Livebearers Help

jl.mathieson

New Member
Joined
Jun 25, 2007
Messages
2
Reaction score
0
I started keeping tropical fish about 6 months ago and am having trouble with my livebearers.

I have a 330L tank which had the following occupants until a week ago:
4 x guppies
3 x swordtails
7 x rainbow fish
1 x honey gourami
4 x loaches
1 x catfish
4 x tetras

A couple of days ago, one of the guppies suddenly died. It was one of the original inhabitants and had been in the tank for 6 months. Now another of the guppies is looking really sick - it's listless and appears to be struggling badly to keep itself afloat. One of the swordtails died about a week ago, and over the 6 months I've had 4 mollies at different times, all of which have died after having the same symptoms as the guppy.

The tank is meticulously cleaned once a week, and around 30 - 40% of the water changed.

The water readings are approx: Nitrite 0, Nitrate 0, GH 10, KH 6, PH 6.6

Can anyone help???
 
can you get a reading for ammonia?

what do you normaly feed your fish? I ask as the symptoms could be signs of constapation. it could be an idea to offer some live food, or a few greens to the diet, to try and flush out their digestive system.

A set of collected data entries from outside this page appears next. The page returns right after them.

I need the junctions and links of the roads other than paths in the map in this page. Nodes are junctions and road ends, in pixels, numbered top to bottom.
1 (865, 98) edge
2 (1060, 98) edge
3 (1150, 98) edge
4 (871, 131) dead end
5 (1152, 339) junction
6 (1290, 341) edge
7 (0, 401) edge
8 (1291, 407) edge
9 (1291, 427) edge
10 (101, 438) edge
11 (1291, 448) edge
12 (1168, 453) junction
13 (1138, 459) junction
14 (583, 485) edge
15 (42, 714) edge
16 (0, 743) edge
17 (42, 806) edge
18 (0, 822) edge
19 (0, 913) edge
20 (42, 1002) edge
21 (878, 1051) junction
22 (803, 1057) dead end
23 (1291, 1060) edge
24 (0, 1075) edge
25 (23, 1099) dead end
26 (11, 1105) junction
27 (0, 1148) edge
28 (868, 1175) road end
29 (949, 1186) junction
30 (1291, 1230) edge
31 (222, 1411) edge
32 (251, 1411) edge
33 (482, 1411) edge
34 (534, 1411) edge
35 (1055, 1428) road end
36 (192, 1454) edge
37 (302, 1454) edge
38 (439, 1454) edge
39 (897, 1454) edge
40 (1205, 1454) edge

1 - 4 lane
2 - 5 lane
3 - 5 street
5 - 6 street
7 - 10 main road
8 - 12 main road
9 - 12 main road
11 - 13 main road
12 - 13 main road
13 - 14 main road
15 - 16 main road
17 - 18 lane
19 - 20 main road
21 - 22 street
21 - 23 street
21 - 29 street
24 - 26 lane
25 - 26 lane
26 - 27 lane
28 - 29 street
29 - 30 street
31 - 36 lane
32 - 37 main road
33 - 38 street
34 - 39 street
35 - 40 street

also, are there any other symptoms? I coulden't rule out an internal bactirial infection, without further information. If there are no other symptoms, and the digestive system flush fails, you could try treating for internal bactirial infection, with interpet number 6, after giving other forums members a chance to answer your post. I say this, because I still am not sure as to the caurse, and other more experienced members may know of other more likely conditions.

HTH

rabbut
 
What does it look like when the fish go to the toilet.
Any signs of flicking and rubbing.
Any fish gone thin, or bent spines.
Not being able to maintain balance in the water is swim bladder.
What do you feed the fish.
 
There's no signs of anything untoward at all, no flicking or rubbing etc. I don't think it's a balance problem, it just looks like a big physical effort to survive - lots of flapping of the fins and the gills working hard.

I've checked the dead ones carefully, no sign of any disease, swelling, deformation etc.

They're fed a mixture of flakes, granules and vegetable matter with occassional brine shrimp. I haven't noticed anything untoward when they go to the toilet - it's just brown and stringy.

I'll get an ammonia reading and let you know.

Thanks for the replies.

Cheers
 
Sounds like an internal bacteria problem. I think with mysterious deaths and water parameters fine it's probably the first thing you should assume it is. If I'm wrong someone please correct me!
 
I started keeping tropical fish about 6 months ago and am having trouble with my livebearers.

I have a 330L tank which had the following occupants until a week ago:
4 x guppies
3 x swordtails
7 x rainbow fish
1 x honey gourami
4 x loaches
1 x catfish
4 x tetras

A couple of days ago, one of the guppies suddenly died. It was one of the original inhabitants and had been in the tank for 6 months. Now another of the guppies is looking really sick - it's listless and appears to be struggling badly to keep itself afloat. One of the swordtails died about a week ago, and over the 6 months I've had 4 mollies at different times, all of which have died after having the same symptoms as the guppy.

The tank is meticulously cleaned once a week, and around 30 - 40% of the water changed.

The water readings are approx: Nitrite 0, Nitrate 0, GH 10, KH 6, PH 6.6

Can anyone help???
Why is your nitrate zero? Rarely in a cycled tank will you see that, so I am guessing your ammonia reading was high. Mollies thrive in brackish water that is slightlt alkaline. Your water is also soft and acidic so that may have contributed. What do you mean by meticulously cleaning. The only thing you should really be doing on a weekly basis are water changes and maybe cleaning the sponge off in the tank water thats about it besides anything else that obviously needs to be done i.e. trimming plants back. Scooterchick-the parameters-to my knowledge arent fine. Nitrate should have a reading and ammonia should have been posted which leaves me to expect its high and the tank isnt cycled. Jl-Have you added any fish recently? And just for future reference the form at the top of the emergency section is much more helpful :good:

Drew
 
Didn't notice the nitrate reading, just that the tank has been up and running for 6 months so assumed it was cycled. My answer was kinda hypothetical too, IF water parameters are fine and you're having mysterious deaths intrnal bacteria is normally the first suspect. However, yes, OP must get all the water checks done to rule out poor water quality first.